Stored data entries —
[Start of section]

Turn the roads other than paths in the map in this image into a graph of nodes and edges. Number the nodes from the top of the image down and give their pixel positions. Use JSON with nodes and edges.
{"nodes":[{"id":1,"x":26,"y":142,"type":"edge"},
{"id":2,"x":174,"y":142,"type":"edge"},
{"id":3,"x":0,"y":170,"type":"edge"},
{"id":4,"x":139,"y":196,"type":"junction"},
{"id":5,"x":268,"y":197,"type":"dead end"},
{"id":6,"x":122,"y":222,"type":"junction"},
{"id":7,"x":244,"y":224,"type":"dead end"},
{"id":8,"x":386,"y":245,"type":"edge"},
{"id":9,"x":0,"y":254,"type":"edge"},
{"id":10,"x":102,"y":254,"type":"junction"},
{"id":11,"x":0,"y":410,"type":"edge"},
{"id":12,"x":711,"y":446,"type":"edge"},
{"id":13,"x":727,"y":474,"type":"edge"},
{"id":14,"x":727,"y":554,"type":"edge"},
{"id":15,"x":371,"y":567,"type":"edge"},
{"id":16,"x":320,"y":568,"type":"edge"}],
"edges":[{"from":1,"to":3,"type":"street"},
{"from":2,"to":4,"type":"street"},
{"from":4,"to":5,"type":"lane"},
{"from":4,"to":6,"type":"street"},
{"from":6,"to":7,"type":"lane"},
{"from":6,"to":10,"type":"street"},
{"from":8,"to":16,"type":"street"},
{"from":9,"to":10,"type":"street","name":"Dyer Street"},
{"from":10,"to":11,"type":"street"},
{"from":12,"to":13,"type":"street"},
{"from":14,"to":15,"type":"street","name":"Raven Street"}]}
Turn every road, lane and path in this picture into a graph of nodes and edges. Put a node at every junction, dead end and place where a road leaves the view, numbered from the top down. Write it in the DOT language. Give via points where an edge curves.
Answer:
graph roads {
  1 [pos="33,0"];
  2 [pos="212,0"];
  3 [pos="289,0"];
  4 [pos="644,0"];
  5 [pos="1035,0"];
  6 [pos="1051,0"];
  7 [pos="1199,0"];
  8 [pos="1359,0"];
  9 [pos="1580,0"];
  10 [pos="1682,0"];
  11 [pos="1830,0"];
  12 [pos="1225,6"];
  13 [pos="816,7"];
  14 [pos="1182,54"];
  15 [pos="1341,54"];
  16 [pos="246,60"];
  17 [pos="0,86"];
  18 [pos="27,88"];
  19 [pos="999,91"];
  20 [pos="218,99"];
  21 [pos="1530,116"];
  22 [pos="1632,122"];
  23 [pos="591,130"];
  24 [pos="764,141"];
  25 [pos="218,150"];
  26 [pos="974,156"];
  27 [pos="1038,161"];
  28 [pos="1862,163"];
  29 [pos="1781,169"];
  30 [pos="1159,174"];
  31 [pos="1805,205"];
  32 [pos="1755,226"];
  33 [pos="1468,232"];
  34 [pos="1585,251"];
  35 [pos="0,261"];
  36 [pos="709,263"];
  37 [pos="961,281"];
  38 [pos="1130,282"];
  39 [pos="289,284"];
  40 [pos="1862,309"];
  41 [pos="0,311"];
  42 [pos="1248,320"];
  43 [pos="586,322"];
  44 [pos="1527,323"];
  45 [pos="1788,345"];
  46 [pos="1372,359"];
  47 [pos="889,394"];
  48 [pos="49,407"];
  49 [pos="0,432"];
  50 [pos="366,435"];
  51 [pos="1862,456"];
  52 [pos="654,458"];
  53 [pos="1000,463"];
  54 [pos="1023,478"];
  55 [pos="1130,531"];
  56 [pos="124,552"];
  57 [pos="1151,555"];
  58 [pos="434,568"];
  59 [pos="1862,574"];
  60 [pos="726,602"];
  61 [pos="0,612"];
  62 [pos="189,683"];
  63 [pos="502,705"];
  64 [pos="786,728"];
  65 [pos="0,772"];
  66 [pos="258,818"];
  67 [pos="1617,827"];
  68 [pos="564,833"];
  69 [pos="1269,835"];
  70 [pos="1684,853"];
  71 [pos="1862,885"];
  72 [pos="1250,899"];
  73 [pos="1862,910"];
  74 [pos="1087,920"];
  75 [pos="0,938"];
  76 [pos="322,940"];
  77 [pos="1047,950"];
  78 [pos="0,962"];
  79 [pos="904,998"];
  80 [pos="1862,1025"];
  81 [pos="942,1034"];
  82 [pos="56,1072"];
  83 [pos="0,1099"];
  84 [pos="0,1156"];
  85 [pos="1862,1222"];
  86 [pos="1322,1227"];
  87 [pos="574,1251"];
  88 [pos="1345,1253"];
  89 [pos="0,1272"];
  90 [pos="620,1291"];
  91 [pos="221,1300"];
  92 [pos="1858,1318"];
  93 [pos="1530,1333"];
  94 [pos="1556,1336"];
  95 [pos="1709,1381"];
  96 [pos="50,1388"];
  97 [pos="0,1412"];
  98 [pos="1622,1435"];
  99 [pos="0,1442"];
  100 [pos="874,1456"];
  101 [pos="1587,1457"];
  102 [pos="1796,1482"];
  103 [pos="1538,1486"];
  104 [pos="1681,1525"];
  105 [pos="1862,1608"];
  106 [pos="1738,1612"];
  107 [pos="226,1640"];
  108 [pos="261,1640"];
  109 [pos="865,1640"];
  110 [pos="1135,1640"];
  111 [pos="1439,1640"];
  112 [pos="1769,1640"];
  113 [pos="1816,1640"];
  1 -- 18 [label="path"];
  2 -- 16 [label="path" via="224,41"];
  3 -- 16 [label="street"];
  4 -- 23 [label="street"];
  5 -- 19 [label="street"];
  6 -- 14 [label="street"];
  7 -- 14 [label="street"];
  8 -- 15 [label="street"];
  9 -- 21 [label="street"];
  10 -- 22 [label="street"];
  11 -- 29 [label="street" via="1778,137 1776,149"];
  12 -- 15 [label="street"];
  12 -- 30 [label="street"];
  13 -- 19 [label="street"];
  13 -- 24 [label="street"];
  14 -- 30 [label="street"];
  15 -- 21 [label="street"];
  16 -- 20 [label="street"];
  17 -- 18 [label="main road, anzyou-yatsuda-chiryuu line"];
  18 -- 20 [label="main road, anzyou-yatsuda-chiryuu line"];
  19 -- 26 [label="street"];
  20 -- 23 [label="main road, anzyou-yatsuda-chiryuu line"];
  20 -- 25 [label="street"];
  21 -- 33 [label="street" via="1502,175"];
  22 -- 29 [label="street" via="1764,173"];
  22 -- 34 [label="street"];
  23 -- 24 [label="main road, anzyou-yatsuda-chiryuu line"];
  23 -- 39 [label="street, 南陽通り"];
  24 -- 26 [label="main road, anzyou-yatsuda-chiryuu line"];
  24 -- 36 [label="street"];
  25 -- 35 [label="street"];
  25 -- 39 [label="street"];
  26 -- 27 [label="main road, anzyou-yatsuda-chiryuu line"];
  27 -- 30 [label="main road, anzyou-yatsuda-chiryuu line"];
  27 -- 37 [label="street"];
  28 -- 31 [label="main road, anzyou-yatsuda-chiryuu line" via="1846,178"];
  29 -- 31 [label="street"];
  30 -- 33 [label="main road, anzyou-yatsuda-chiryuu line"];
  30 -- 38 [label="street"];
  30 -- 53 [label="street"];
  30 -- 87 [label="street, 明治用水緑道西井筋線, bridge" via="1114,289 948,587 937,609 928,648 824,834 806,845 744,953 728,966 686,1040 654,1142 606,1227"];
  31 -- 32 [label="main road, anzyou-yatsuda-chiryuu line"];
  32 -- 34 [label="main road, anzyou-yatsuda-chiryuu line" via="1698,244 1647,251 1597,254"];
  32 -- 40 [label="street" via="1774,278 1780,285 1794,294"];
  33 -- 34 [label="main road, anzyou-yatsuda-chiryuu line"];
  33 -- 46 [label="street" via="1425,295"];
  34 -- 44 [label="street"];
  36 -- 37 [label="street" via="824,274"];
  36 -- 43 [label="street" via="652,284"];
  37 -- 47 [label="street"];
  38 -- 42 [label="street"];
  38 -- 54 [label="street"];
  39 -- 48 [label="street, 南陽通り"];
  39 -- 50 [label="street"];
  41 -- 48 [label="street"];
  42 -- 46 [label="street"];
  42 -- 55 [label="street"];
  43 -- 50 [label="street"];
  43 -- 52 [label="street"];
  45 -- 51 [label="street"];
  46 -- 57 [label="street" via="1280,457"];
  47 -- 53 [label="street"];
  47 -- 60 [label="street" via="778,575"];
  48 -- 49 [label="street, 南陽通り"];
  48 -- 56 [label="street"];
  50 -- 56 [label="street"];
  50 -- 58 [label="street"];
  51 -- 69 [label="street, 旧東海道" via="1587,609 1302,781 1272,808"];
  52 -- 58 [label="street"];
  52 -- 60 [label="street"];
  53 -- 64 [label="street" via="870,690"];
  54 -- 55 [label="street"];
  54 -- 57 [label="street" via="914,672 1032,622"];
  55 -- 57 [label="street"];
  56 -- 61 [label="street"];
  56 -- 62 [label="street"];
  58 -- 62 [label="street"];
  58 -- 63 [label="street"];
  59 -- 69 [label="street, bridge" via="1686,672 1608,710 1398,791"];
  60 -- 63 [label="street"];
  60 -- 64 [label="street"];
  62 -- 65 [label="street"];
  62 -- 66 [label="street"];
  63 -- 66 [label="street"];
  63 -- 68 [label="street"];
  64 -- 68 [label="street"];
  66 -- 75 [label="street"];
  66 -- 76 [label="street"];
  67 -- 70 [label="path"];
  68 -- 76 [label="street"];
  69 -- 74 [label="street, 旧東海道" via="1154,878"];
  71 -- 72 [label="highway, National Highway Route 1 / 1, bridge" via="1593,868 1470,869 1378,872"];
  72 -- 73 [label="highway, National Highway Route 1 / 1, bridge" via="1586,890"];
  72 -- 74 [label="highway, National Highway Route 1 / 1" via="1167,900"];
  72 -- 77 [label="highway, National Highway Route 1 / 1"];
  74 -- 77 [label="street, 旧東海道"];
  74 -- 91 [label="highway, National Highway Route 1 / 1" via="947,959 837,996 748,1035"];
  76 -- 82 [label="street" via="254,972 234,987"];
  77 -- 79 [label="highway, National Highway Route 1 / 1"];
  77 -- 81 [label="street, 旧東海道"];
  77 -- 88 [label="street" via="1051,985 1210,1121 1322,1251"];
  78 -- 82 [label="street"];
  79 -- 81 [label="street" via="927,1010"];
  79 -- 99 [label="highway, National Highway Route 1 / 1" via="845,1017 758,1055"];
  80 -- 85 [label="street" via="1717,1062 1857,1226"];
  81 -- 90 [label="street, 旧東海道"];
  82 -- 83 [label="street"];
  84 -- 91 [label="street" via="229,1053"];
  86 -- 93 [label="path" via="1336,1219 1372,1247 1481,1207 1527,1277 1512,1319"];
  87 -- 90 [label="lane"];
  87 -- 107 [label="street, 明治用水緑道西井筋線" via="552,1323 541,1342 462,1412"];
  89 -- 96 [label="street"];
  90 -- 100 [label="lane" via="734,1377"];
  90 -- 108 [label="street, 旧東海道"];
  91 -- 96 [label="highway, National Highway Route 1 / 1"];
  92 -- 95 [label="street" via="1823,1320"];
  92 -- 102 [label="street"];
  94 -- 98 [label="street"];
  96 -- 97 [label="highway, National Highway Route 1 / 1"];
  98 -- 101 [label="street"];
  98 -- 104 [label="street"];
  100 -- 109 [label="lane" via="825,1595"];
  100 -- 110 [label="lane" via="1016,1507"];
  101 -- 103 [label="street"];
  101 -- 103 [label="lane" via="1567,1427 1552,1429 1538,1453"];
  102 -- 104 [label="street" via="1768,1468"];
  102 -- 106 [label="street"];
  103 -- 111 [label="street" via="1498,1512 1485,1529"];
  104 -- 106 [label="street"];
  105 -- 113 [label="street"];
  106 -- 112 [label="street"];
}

[End of section]

Directions —
Can you write out the lines above, from the first one through the one containing "Turn every road, lane", exactly as they appear and nothing more?

Response area —
Turn the roads other than paths in the map in this image into a graph of nodes and edges. Number the nodes from the top of the image down and give their pixel positions. Use JSON with nodes and edges.
{"nodes":[{"id":1,"x":26,"y":142,"type":"edge"},
{"id":2,"x":174,"y":142,"type":"edge"},
{"id":3,"x":0,"y":170,"type":"edge"},
{"id":4,"x":139,"y":196,"type":"junction"},
{"id":5,"x":268,"y":197,"type":"dead end"},
{"id":6,"x":122,"y":222,"type":"junction"},
{"id":7,"x":244,"y":224,"type":"dead end"},
{"id":8,"x":386,"y":245,"type":"edge"},
{"id":9,"x":0,"y":254,"type":"edge"},
{"id":10,"x":102,"y":254,"type":"junction"},
{"id":11,"x":0,"y":410,"type":"edge"},
{"id":12,"x":711,"y":446,"type":"edge"},
{"id":13,"x":727,"y":474,"type":"edge"},
{"id":14,"x":727,"y":554,"type":"edge"},
{"id":15,"x":371,"y":567,"type":"edge"},
{"id":16,"x":320,"y":568,"type":"edge"}],
"edges":[{"from":1,"to":3,"type":"street"},
{"from":2,"to":4,"type":"street"},
{"from":4,"to":5,"type":"lane"},
{"from":4,"to":6,"type":"street"},
{"from":6,"to":7,"type":"lane"},
{"from":6,"to":10,"type":"street"},
{"from":8,"to":16,"type":"street"},
{"from":9,"to":10,"type":"street","name":"Dyer Street"},
{"from":10,"to":11,"type":"street"},
{"from":12,"to":13,"type":"street"},
{"from":14,"to":15,"type":"street","name":"Raven Street"}]}
Turn every road, lane and path in this picture into a graph of nodes and edges. Put a node at every junction, dead end and place where a road leaves the view, numbered from the top down. Write it in the DOT language. Give via points where an edge curves.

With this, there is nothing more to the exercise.